Gil is putting Heron’s Quay up for sale.

CHAPTER EIGHTY-TWO

Present Day

The letter arrives on the second Saturday in February. I open it and a huge grin spreads across my face. It’s my new licence. Twelve months and six days since I had my head injury, I’ve been given the all-clear to drive again.

Mum insists on sitting next to me in the car while I take my first trip, but she’s such a nervous passenger I drop her back home and Emir takes over. I drive around the familiar roads where I grew up for over an hour and when I return home, I feel as if I’ve reached an important milestone. One more small freedom has been reclaimed, and hopefully, there will be more to come.

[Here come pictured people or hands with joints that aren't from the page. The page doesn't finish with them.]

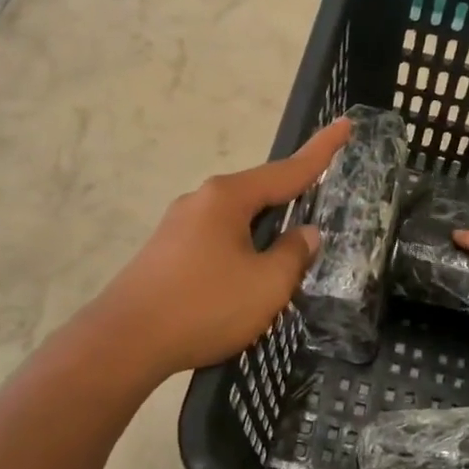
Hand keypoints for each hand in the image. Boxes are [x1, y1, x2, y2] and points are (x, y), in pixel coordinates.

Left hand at [99, 118, 350, 376]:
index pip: (287, 170)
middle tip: (320, 203)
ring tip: (286, 256)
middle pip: (259, 193)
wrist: (123, 344)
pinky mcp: (165, 252)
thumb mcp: (267, 285)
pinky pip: (218, 240)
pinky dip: (242, 249)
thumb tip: (304, 234)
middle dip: (290, 198)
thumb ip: (293, 254)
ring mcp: (178, 226)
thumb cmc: (204, 306)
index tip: (345, 124)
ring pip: (237, 220)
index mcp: (228, 198)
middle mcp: (201, 201)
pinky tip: (246, 278)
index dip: (321, 151)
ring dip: (264, 232)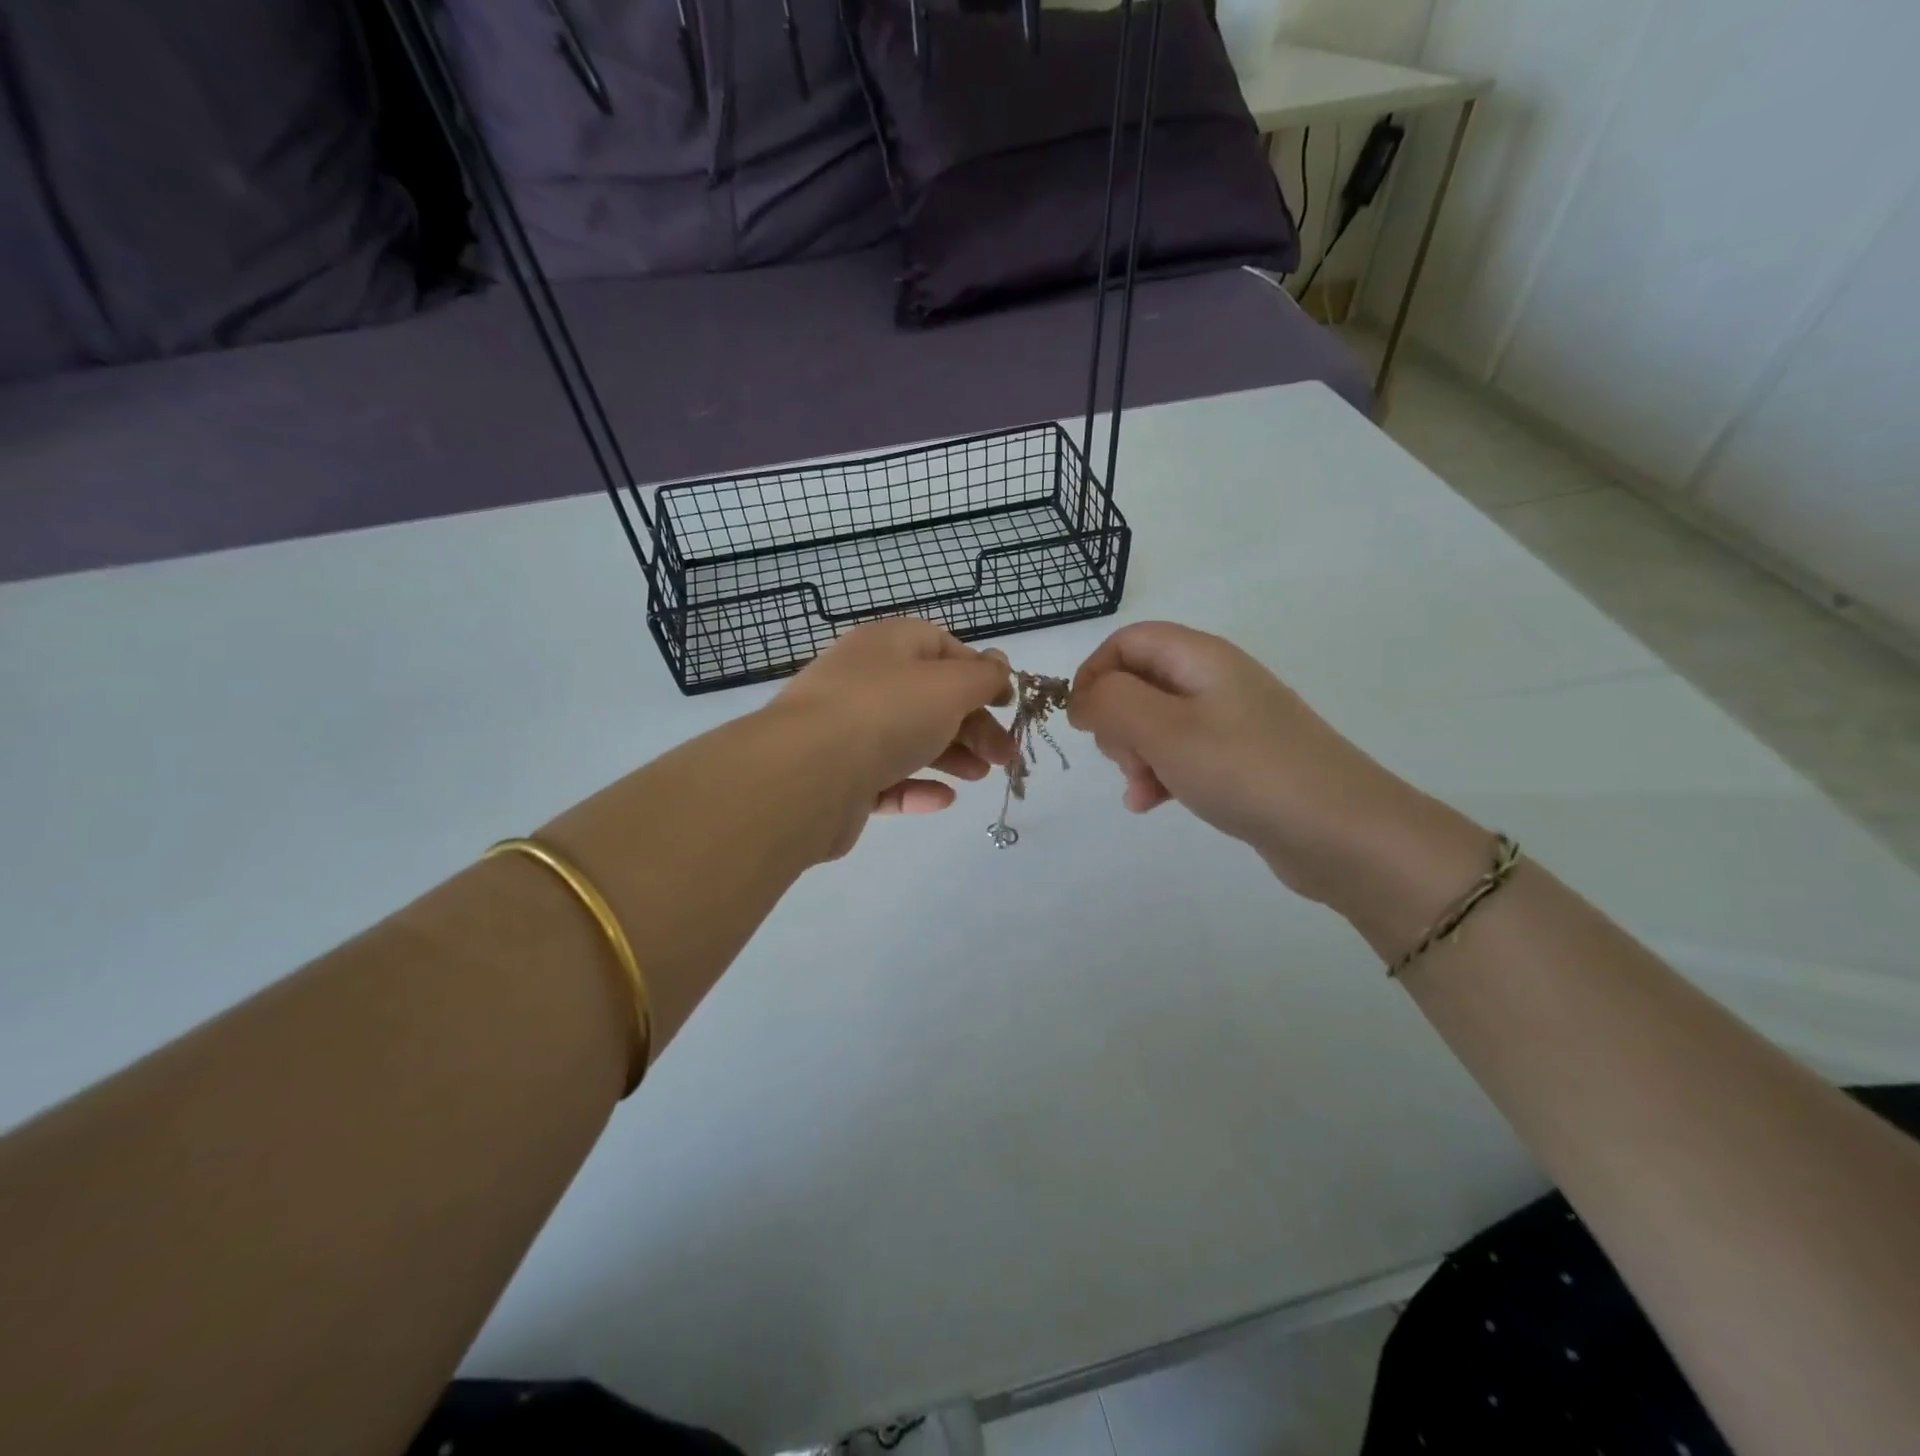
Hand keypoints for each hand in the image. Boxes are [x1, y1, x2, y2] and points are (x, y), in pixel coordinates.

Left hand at [773, 619, 1015, 857]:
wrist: (806, 775)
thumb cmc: (886, 713)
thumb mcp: (949, 685)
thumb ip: (982, 676)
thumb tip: (998, 664)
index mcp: (886, 646)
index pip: (940, 647)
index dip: (978, 672)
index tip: (1006, 703)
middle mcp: (864, 682)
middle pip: (929, 698)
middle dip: (974, 725)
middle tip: (1005, 755)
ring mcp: (847, 731)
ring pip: (909, 739)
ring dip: (951, 756)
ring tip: (980, 776)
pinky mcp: (840, 778)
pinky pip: (885, 779)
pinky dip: (916, 787)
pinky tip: (943, 799)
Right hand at [1069, 622, 1483, 911]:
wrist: (1342, 832)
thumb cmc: (1244, 770)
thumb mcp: (1164, 730)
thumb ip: (1110, 702)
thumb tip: (1082, 696)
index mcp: (1200, 657)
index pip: (1128, 640)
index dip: (1095, 673)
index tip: (1081, 719)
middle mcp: (1215, 680)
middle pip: (1140, 681)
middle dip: (1116, 720)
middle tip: (1123, 758)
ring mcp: (1230, 721)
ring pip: (1156, 723)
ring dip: (1134, 754)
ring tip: (1139, 789)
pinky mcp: (1239, 760)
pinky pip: (1182, 755)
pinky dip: (1159, 774)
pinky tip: (1152, 805)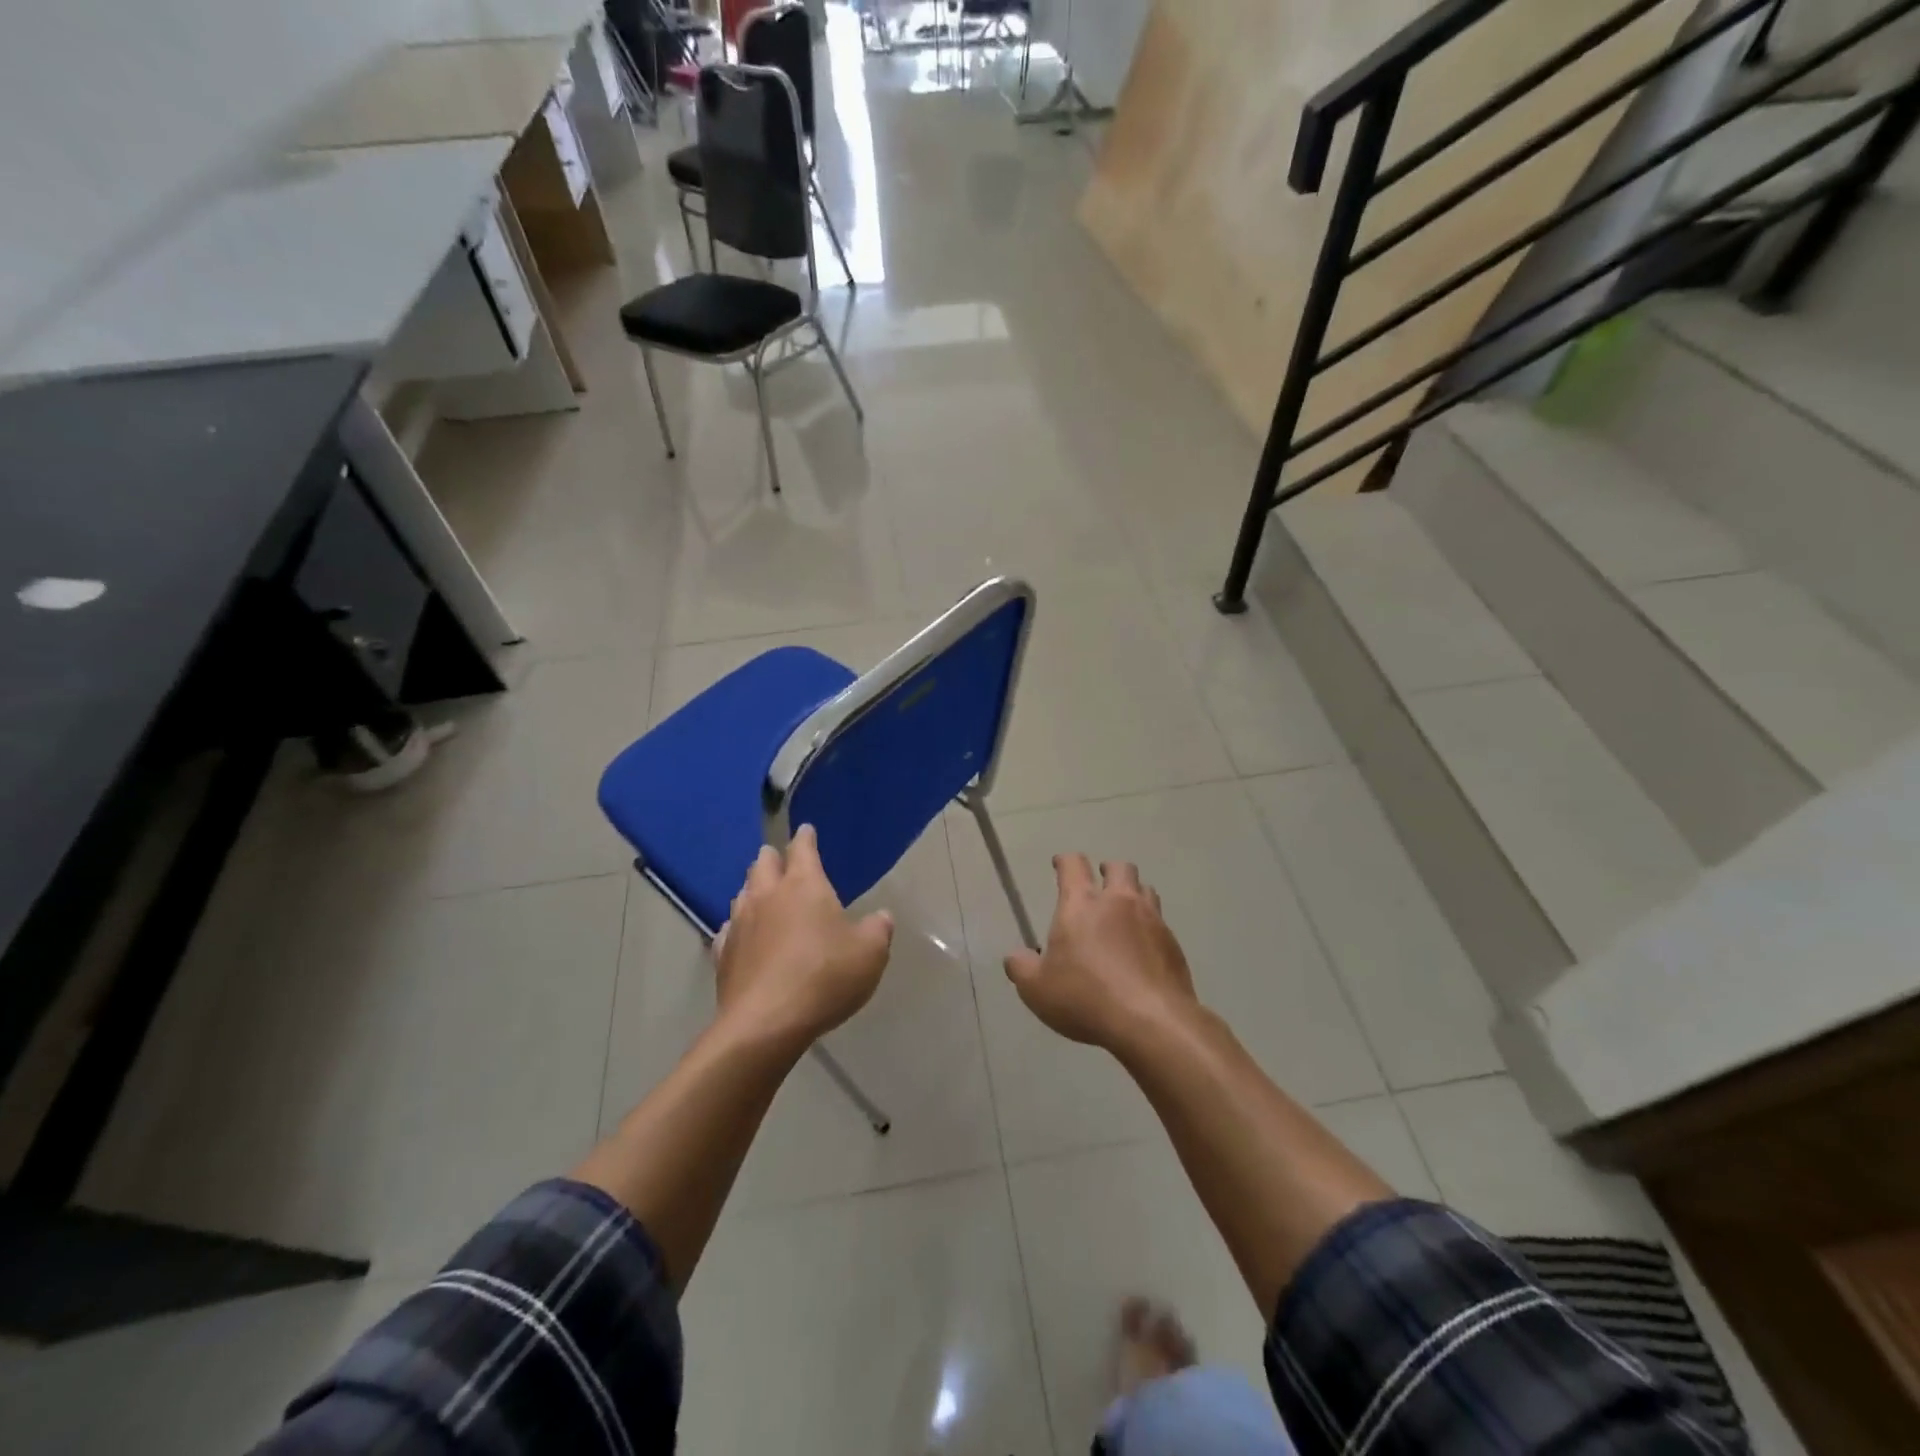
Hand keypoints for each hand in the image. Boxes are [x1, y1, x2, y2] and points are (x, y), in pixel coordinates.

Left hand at [711, 825, 894, 1051]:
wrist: (767, 1023)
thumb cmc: (825, 977)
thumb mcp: (870, 953)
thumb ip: (878, 930)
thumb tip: (881, 917)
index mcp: (804, 885)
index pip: (802, 849)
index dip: (806, 838)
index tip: (806, 830)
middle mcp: (767, 895)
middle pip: (762, 864)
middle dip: (772, 857)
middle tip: (779, 859)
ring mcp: (740, 924)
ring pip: (742, 894)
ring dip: (753, 889)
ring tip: (762, 894)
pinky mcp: (723, 955)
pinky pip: (729, 930)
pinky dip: (738, 926)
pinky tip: (742, 934)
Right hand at [1003, 854, 1199, 1054]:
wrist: (1151, 1021)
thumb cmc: (1085, 998)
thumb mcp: (1037, 989)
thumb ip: (1021, 968)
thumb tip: (1015, 957)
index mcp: (1081, 905)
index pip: (1073, 865)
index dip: (1065, 861)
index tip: (1060, 864)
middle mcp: (1119, 902)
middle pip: (1119, 868)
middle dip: (1108, 870)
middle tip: (1100, 883)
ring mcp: (1151, 920)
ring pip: (1146, 890)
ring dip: (1134, 894)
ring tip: (1125, 913)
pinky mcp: (1173, 944)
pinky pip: (1161, 924)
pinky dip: (1150, 928)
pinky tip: (1143, 950)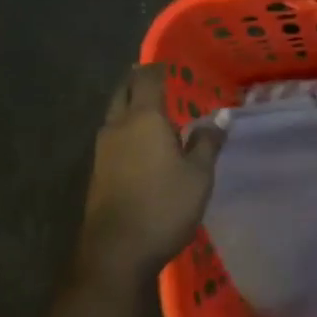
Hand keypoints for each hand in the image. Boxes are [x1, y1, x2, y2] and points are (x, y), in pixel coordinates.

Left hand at [82, 64, 223, 275]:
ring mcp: (103, 150)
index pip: (148, 79)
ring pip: (115, 114)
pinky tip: (141, 143)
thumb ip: (207, 142)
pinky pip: (113, 137)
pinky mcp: (98, 171)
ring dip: (130, 106)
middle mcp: (118, 126)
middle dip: (138, 81)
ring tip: (153, 110)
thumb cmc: (164, 206)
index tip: (169, 64)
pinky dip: (126, 129)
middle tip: (157, 79)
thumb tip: (219, 117)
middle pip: (124, 92)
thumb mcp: (198, 175)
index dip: (158, 68)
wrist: (116, 251)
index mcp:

I’ve found out Simon’s seeing someone. But I suppose I shouldn’t be surprised at that. It’s been five months since I walked out on him now. I’m not proud of myself, but I checked out his Instagram feed, mostly because I was being pathetic and hoped Gil might have been tagged or there might be a photo of him. There, at the top of Simon’s grid, was a selfie with a girl I didn’t know. She’s younger than me, and a lot more glamorous. They seem to be having fun. I got the impression from the lack of other images of her on his timeline that it must be relatively new and relatively casual.I want to say good for him but I’m still feeling a little bitter, it turns out. I’ll get there in the end.

But there are no images of Gil on Simon’s page. And no activity on any of Gil’s social media accounts either, not that he was one for posting much anyway. Even so, it’s like he’s disappeared from the face of the earth.

I pick up my phone, head through the living room, and drop onto the sofa. I’ve been putting this off, but I think it’s time to see if Heron’s Quay had been sold. It’s the only link I have to Gil at the moment, and I’m desperate.